Rosen and his company have aggressively moved into that vacuum, as of August 2017 adding its 100th brand to its portfolio. Not only has its growth, “about 35 percent year-over-year,” Rosen said, turned the industry on its head, but the way it has used data and its sales force has earned it one of Wine Industry Network’s 2018 WINovation Awards

Brian RosenBevStrat’s presence is worldwide, spanning several continents in addition to employing more than 200 salespersons working on commission in nearly two dozen American states.

That Rosen has revved up BevStrat to this level shouldn’t surprise anyone: The beverage industry is in his blood, having started as a cashier and eventually becoming CEO for Sam’s Wine and Spirits, a family-owned Chicago-based company that became America’s largest independent retailer. That work within the adult beverage industry continued, first at PricewaterhouseCoopers and later at Anhauser-Busch, where he saw first-hand how small brands struggled for shelf space and a spot in consumers’ minds.

“There is an inherent David and Goliath dynamic in three-tier distribution,” Rosen said in a 2017 interview. “It is skewed toward the top 300 brands globally, and the top five distributors focus on these brands, through which 98.4% of all wine, beer, and alcohol is sold BevStrat was formed to give the small independent producer a fighting chance in the three-tier system.” Rosen writes on that system for Wine Industry Network in a column called Three Tier Talk.
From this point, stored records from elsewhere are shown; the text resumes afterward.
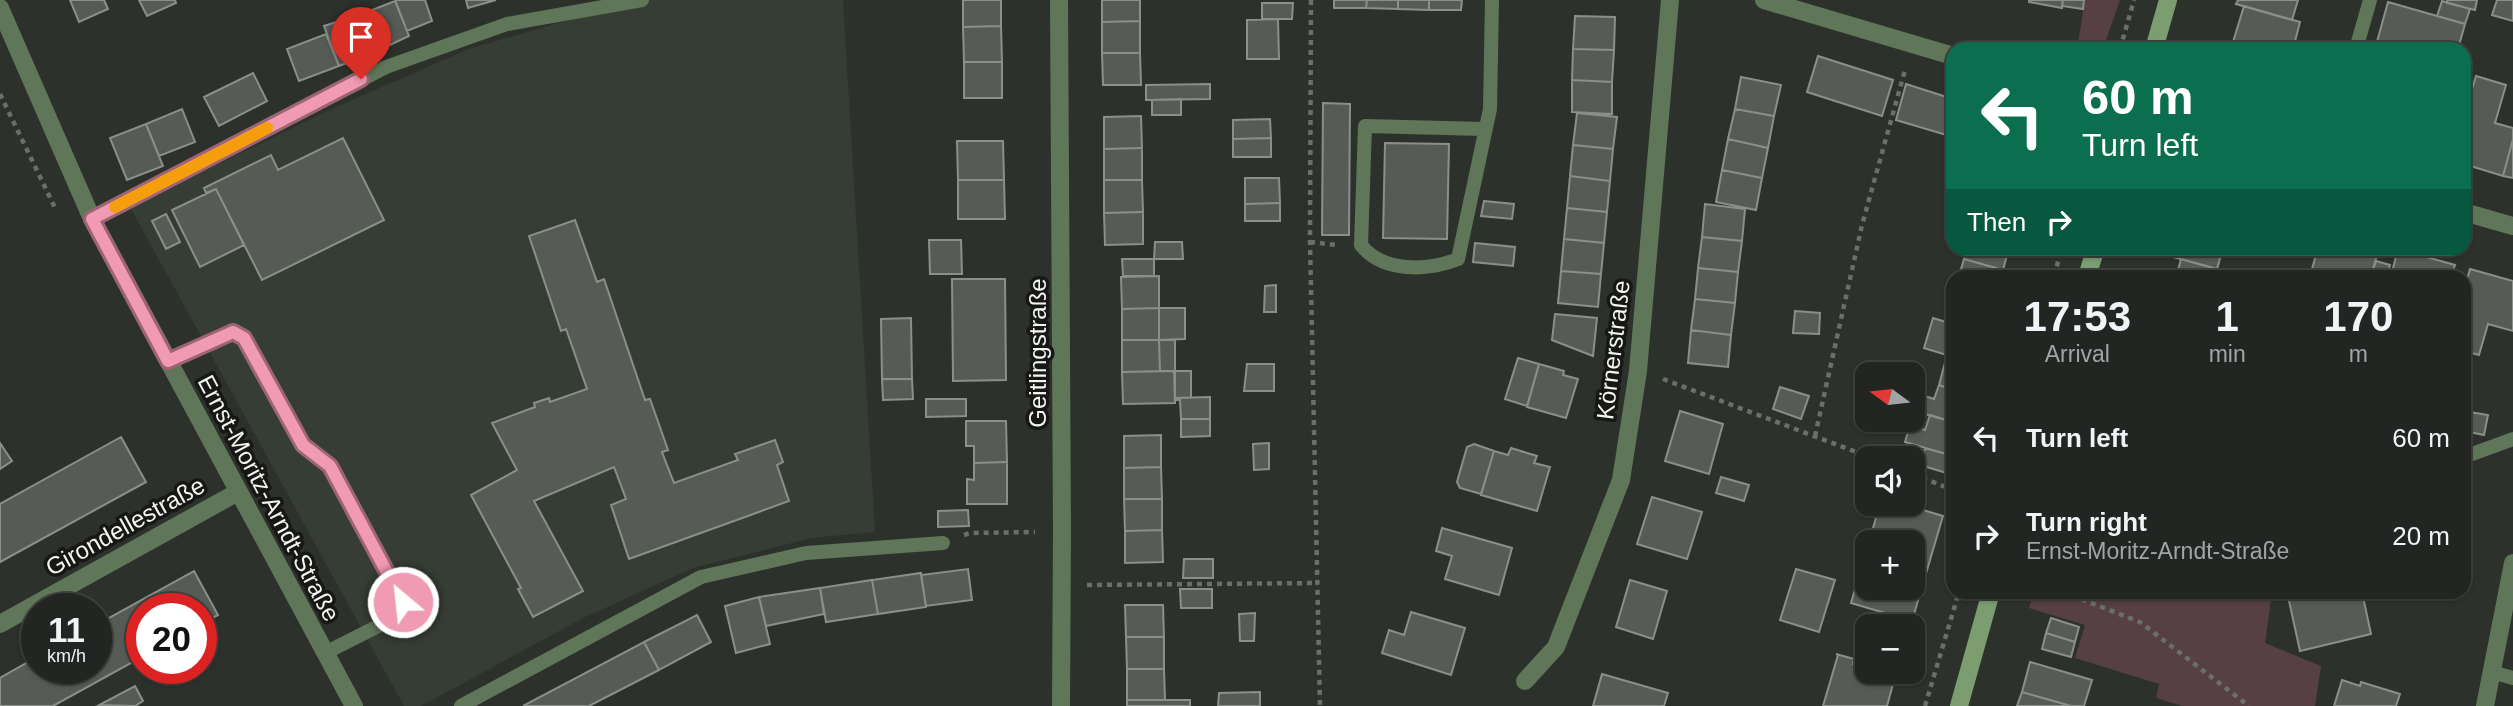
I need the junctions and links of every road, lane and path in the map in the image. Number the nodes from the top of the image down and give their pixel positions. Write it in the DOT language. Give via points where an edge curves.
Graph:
graph roads {
  1 [pos="642,0"];
  2 [pos="1059,0"];
  3 [pos="1311,0"];
  4 [pos="1492,0"];
  5 [pos="1670,0"];
  6 [pos="1764,0"];
  7 [pos="2134,0"];
  8 [pos="2168,0"];
  9 [pos="2370,0"];
  10 [pos="0,8"];
  11 [pos="2122,42"];
  12 [pos="2156,42"];
  13 [pos="2358,42"];
  14 [pos="1912,45"];
  15 [pos="1946,54"];
  16 [pos="1485,129"];
  17 [pos="2471,214"];
  18 [pos="92,219"];
  19 [pos="2513,226"];
  20 [pos="168,361"];
  21 [pos="1637,370"];
  22 [pos="1815,436"];
  23 [pos="2513,439"];
  24 [pos="1855,451"];
  25 [pos="2471,454"];
  26 [pos="1925,479"];
  27 [pos="1946,487"];
  28 [pos="238,492"];
  29 [pos="1062,531"];
  30 [pos="943,543"];
  31 [pos="2513,563"];
  32 [pos="1319,583"];
  33 [pos="1062,586"];
  34 [pos="1957,599"];
  35 [pos="1989,599"];
  36 [pos="2081,599"];
  37 [pos="0,624"];
  38 [pos="325,653"];
  39 [pos="2492,672"];
  40 [pos="2513,678"];
  41 [pos="1525,681"];
  42 [pos="354,706"];
  43 [pos="461,706"];
  44 [pos="1061,706"];
  45 [pos="1320,706"];
  46 [pos="1925,706"];
  47 [pos="1959,706"];
  48 [pos="2249,706"];
  49 [pos="2485,706"];
  1 -- 18 [label="lane" via="508,24 386,66"];
  2 -- 29 [label="street, Geitlingstraße"];
  3 -- 32 [label="path" via="1310,242"];
  4 -- 16 [label="lane" via="1490,109"];
  5 -- 21 [label="street, Körnerstraße"];
  6 -- 14 [label="street"];
  7 -- 11 [label="path"];
  8 -- 12 [label="street"];
  9 -- 13 [label="lane"];
  10 -- 18 [label="street, Ernst-Moritz-Arndt-Straße"];
  14 -- 15 [label="street"];
  14 -- 22 [label="path" via="1863,225"];
  16 -- 16 [label="lane" via="1365,126 1361,246 1369,256 1397,267 1440,267 1458,259"];
  17 -- 19 [label="street"];
  18 -- 20 [label="street, Ernst-Moritz-Arndt-Straße"];
  20 -- 28 [label="street, Ernst-Moritz-Arndt-Straße"];
  20 -- 38 [label="lane" via="233,332 244,338 303,445 330,466 403,602 396,617"];
  21 -- 22 [label="path"];
  21 -- 41 [label="street, Körnerstraße" via="1621,480 1556,647"];
  22 -- 24 [label="path"];
  23 -- 25 [label="lane"];
  26 -- 27 [label="path"];
  28 -- 37 [label="street, Girondellestraße"];
  28 -- 38 [label="street, Ernst-Moritz-Arndt-Straße"];
  29 -- 30 [label="path" via="970,533"];
  29 -- 33 [label="street, Geitlingstraße"];
  30 -- 43 [label="lane" via="806,553 701,578"];
  31 -- 39 [label="street"];
  32 -- 33 [label="path"];
  32 -- 45 [label="path"];
  33 -- 44 [label="street, Geitlingstraße"];
  34 -- 46 [label="path"];
  35 -- 47 [label="street"];
  36 -- 48 [label="path" via="2140,622"];
  38 -- 42 [label="street, Ernst-Moritz-Arndt-Straße"];
  39 -- 40 [label="lane"];
  39 -- 49 [label="street"];
}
Around 40 percent of BevStrat’s clients are wineries, with the rest split between breweries and distilleries. Rosen mentioned three examples of BevStrats work:

4 Pines Brewing Company in Manly, Australia. “We took them from Australia, found them a co-brewer here in the States, never had sold a drop here, found them a distributor in Florida, New York and California, pitched them to the leading retailer in California and sold the container of beer to said retailer. So you’ve got a brewery in this case that has never even been on U.S. shores is all of a sudden in 163 depots, and this is from zero to this in four months.”

Levantine Hill Estate Winery, in Coldstream, a township outside Melbourne, Australia. “We went over to Melbourne, met with leadership and all of a sudden we‘re the exclusive sales agent for the brand, which is now selling in New York and California.

Common Well Spirits. “They had never sold an ounce in New York City, now they’re selling 100 cases a week in New York City. They’ve been with us for eight weeks. Now part of it is the brand, it’s a good brand, easy to sell. But the reality is these are activations that we did, these are relationships that we had, and these are clients who sought us out to expedite their sales in the US.”

Part of this success Rosen attributes to the model of hiring salespersons rather than using brokers, who will sell what is easiest to sell to gain the most commission. That leaves a lesser known or small brand “at the bottom of the pecking order. In our model, everyone is a client.” So no matter who you are, he continued, “you get equal attention, you get equal phone calls, you get equal showings, because we’re paid to do so.”

Complementing that setup is a process that uses data to find the optimal demographic and client of the product, then they do a web scrape for accounts that are located near the product’s demographic. Drawing on variety of sources, they use a call center to phone the account and schedule an appointment, expediting the process and improving the opportunity for a sale.

“You’re prescreened to know before you go anywhere,” Rosen said, describing the innovation. “Essentially, the sales [visit] can go one of two ways, either ‘not right now’ or ‘yes,’ but it’s not a ‘no’ because you’re already prescreened.”